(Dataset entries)
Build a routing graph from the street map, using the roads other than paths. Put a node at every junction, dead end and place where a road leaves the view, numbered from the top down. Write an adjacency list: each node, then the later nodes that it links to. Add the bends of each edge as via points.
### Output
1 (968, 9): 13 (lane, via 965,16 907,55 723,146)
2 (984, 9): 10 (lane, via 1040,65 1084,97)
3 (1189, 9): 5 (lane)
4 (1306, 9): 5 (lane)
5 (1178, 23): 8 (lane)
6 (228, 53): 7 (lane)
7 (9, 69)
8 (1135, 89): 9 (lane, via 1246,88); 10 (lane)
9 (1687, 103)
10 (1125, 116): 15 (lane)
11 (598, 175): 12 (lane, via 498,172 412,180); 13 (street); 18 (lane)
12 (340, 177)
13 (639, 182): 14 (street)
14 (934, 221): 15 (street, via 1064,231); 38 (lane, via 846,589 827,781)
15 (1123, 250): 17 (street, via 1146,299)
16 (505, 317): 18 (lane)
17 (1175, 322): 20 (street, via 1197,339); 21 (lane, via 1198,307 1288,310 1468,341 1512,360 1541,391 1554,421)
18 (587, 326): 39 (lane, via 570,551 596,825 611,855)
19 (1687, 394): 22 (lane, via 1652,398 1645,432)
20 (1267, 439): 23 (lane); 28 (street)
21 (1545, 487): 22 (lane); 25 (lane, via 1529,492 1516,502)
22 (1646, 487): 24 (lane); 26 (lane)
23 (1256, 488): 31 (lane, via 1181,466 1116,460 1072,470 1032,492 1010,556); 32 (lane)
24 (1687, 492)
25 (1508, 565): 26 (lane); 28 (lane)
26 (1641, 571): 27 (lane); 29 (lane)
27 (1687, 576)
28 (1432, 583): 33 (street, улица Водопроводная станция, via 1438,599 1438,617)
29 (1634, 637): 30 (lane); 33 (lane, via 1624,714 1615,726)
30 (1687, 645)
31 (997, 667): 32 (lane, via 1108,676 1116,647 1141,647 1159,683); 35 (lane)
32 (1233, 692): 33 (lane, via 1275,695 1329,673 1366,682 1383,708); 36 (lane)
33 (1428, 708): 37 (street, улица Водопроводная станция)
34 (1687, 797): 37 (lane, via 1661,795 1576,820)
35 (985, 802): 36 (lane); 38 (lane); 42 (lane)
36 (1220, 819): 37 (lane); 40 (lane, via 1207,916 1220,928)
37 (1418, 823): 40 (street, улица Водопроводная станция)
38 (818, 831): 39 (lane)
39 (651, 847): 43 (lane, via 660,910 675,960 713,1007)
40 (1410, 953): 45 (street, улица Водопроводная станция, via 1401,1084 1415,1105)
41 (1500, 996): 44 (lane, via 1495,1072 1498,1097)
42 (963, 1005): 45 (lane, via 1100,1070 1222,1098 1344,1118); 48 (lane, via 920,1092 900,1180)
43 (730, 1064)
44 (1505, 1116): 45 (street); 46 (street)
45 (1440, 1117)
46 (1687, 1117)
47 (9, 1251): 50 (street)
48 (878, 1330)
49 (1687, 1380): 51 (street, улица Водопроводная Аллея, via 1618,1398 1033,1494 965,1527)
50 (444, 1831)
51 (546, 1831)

● TASK ITEM: Within the data, tally each line containing the string "станция". Answer with the number by itself.

● SOLUTION TO THIS EXERCISE: 4